Your answer must contain each line of the listing in which "dead" appears, copied in full.

====

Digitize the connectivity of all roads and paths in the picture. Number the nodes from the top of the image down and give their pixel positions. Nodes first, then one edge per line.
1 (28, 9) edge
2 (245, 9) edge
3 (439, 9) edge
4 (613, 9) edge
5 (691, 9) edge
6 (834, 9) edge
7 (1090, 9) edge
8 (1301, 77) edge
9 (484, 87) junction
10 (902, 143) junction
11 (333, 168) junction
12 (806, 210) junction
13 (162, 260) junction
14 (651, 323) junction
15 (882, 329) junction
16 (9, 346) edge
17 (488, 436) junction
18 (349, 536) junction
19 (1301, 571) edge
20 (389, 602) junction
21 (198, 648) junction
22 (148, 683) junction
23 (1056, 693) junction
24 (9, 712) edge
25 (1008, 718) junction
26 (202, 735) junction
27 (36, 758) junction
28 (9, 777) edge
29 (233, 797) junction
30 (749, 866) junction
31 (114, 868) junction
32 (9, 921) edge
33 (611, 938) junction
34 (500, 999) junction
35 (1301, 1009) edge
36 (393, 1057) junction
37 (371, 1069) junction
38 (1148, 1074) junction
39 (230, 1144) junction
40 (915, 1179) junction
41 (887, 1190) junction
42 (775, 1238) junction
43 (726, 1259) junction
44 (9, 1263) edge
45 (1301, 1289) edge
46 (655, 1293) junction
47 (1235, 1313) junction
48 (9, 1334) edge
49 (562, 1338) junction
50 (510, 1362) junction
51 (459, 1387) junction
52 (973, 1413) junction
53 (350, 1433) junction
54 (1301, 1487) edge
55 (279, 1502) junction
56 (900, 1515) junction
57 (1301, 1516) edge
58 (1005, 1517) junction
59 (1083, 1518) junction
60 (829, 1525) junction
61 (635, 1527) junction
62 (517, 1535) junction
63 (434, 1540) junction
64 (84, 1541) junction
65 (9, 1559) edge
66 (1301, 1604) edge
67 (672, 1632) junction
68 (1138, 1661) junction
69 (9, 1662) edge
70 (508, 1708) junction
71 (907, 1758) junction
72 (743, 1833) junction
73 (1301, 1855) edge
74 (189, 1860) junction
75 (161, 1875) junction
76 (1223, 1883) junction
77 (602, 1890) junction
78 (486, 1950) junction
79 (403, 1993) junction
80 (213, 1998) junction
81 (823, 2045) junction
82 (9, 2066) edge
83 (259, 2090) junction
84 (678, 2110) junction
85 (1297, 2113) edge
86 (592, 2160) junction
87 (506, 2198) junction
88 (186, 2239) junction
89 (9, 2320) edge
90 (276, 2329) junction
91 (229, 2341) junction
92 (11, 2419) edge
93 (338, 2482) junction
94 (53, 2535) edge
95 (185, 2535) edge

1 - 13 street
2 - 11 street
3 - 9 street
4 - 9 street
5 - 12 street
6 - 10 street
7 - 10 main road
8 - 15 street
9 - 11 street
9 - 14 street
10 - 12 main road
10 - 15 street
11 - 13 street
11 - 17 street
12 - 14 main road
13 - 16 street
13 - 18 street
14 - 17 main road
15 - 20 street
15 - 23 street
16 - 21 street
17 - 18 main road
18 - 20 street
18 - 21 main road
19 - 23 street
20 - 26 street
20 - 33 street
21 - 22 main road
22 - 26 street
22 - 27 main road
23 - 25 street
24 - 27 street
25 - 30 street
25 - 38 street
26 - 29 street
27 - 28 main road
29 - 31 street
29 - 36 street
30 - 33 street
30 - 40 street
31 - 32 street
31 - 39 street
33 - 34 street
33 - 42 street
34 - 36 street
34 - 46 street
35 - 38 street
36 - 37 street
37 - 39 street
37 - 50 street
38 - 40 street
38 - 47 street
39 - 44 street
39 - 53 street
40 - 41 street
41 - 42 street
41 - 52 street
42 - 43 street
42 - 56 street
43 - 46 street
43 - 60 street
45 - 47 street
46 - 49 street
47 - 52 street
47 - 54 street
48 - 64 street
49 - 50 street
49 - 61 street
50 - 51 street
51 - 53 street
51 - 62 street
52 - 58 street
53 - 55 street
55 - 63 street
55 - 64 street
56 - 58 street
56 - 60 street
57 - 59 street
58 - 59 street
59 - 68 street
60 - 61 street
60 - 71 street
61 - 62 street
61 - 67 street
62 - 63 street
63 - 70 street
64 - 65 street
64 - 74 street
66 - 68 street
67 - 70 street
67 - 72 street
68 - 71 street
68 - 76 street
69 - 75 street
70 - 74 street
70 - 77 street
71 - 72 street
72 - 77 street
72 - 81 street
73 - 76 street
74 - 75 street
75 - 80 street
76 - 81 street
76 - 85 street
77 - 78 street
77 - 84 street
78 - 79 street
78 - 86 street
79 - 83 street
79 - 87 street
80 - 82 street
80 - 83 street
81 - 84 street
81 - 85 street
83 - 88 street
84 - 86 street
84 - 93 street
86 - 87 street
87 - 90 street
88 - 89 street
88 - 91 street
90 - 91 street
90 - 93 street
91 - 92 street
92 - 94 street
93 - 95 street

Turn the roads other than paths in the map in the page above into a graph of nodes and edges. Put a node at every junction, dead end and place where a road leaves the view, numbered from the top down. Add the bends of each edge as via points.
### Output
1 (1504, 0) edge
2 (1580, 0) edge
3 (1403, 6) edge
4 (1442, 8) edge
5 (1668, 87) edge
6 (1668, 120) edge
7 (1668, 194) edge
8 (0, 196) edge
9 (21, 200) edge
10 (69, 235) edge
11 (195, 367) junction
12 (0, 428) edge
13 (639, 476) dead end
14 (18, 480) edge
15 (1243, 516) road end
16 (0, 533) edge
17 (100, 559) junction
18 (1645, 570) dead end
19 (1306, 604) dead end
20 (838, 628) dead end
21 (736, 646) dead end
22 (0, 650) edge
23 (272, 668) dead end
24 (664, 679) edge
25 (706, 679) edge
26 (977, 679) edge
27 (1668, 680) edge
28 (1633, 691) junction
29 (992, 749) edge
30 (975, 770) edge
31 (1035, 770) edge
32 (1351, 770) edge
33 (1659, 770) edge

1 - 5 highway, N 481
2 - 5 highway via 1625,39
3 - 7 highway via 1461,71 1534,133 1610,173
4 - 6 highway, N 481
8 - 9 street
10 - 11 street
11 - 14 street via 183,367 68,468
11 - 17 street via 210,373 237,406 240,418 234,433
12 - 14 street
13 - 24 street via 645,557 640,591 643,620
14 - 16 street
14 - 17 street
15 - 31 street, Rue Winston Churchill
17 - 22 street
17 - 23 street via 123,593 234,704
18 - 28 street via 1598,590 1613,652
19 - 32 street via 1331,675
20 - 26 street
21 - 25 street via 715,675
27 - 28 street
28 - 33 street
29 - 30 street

====

## RESULT
Turn the roads other than paths in the map in the page above into a graph of nodes and edges. Put a node at every junction, dead end and place where a road leaves the view, numbered from the top down. Add the bends of each edge as via points.
13 (639, 476) dead end
18 (1645, 570) dead end
19 (1306, 604) dead end
20 (838, 628) dead end
21 (736, 646) dead end
23 (272, 668) dead end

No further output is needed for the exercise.